Logo Bloomberg Technoz

Pengecer luring yang sudah memenuhi persyaratan ketat untuk barang beredar merasa dirugikan dan tidak bisa bersaing dengan peritel daring yang cenderung lebih ‘bebas’ dalam memasarkan barang yang tidak sesuai standar.

“[Barang-barang di lapak] online yang ilegal ini yang menurut kami mengurangi pertumbuhan sektor ritel. Terutama di [barang-barang] fesyen. Sekarang ini tekstil fesyen [yang dijual di ritel luring] itu kalah harga dengan yang di online,” tuturnya.

Menurutnya, produk-produk ilegal ini tidak hanya mengurangi pertumbuhan sektor industri perdagangan eceran, tetapi juga merugikan konsumen karena tidak memenuhi standar dan regulasi yang berlaku.

Nah, ini harapan kita tuh bisa dilakukan fair play karena kita [peritel luring] bayar pajak dan memenuhi peraturan standarisasi. [Ada syarat] harus pakai bahasa Indonesia, kita ikuti, itu kan biaya. Sedangkan di online suka tidak ikut peraturan," jelasnya. 

Impor Ilegal

Di lain sisi, Budi juga menekankan adanya dampak negatif dari adanya barang-barang impor ilegal  terhadap sektor manufaktur, terutama industri tekstil dan produk tekstil (TPT).

"Lalu hal ini juga memukul bukan hanya sektor ritel. Jadi yang ilegal ini memukul sektor manufaktur, terutama yang tekstil tadi, karena mereka kan bersaing dengan produk impor yang mungkin harganya murah, bukan yang barang mahal," terangnya.

PMI manufaktur Indonesia sampai dengan Agustus 2024./dok. S&P

Penurunan kinerja manufaktur nasional tecermin dari data laporan terbaru S&P Global, yang mencatatkan bahwa Purchasing Manager's Index (PMI) Indonesia pada Agustus 2024 berada di posisi 48,9, kian merosot dari bulan sebelumnya di level 49,3. Ini sekaligus catatan terburuk kinerja manufaktur dalam 3 tahun.

Indeks PMI diukur dengan angka 50 sebagai penanda zona ekspansi. Bila di angka 50 atau di atasnya, maka aktivitas manufaktur masih ekspansif atau bertumbuh positif. Sebaliknya bila di bawah 50, artinya aktivitas turun atau terkontraksi.

"[Jadi] yang memukul sektor industri kita adalah barang-barang impor murah. Barang global yang di mal itu justru malah kami kekurangan barang, dan karena kami juga impornya susah, karena resmi ini sekarang juga harus banyak peraturan," sambungnya.

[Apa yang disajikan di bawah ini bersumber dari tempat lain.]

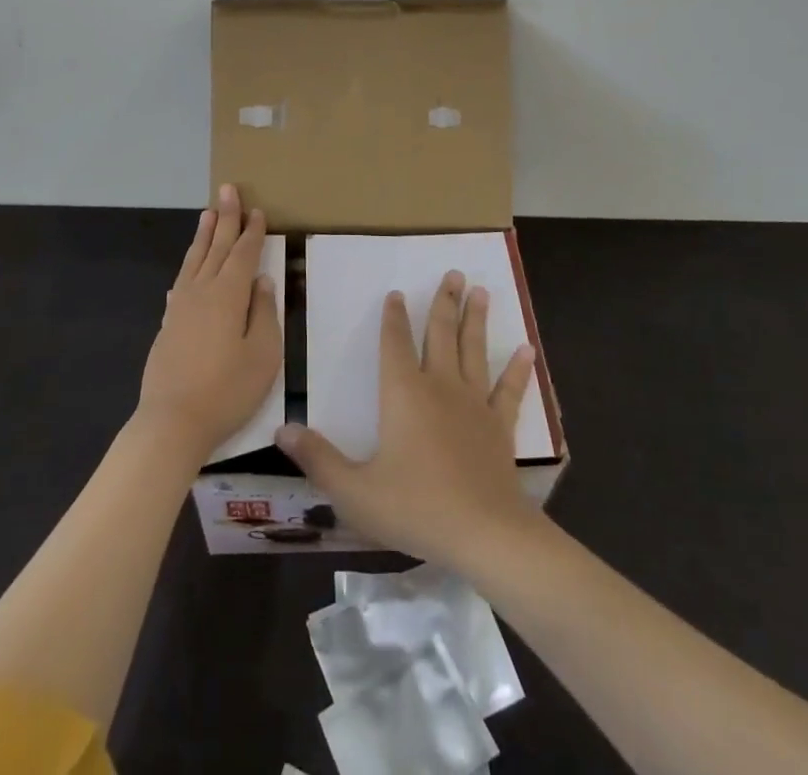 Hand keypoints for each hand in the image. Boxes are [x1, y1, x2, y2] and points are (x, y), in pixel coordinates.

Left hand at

Untuk itu, Hippindo mengusulkan adanya pemetaan yang jelas antara barang resmi dan tidak resmi untuk memastikan perbedaan dalam pengaturan dan dukungan agar penjualan retail resmi kian meningkat dan barang-barang non resmi seperti impor ilegal dapat ditekan.

"Sektor manufaktur pasti juga berteriak yang sama, karena kami memberikan order. Peritel global, contohnya Uniqlo, itu memberikan order banyak ke industri dalam negeri. Nah, mereka itu justru sekarang kesulitan bahan baku impor. Itu yang harus dibantu adalah pabrik-pabrik yang resmi, yang bahan bakunya untuk diekspor kembali atau dijual di Indonesia dengan resmi," pungkasnya. 

Suasana di salah satu konter Uniqlo di pusat perbelanjaan Toronto, Kanada. Fotografer: Galit Rodan/Bloomberg

Sebagai catatan, kinerja manufaktur Indonesia kembali mengalami kontraksi untuk bulan kedua beruntun, dipicu makin turunnya kinerja produksi (output) dan pesanan baru pada Agustus dibandingkan dengan bulan sebelumnya.

Panelis S&P melaporkan bahwa permintaan pasar lebih lemah dibandingkan dengan Juli dan faktor utama yang mendorong pesanan baru lebih rendah. Penurunan pesanan luar negeri juga makin cepat, mencapai yang tertajam sejak Januari 2023.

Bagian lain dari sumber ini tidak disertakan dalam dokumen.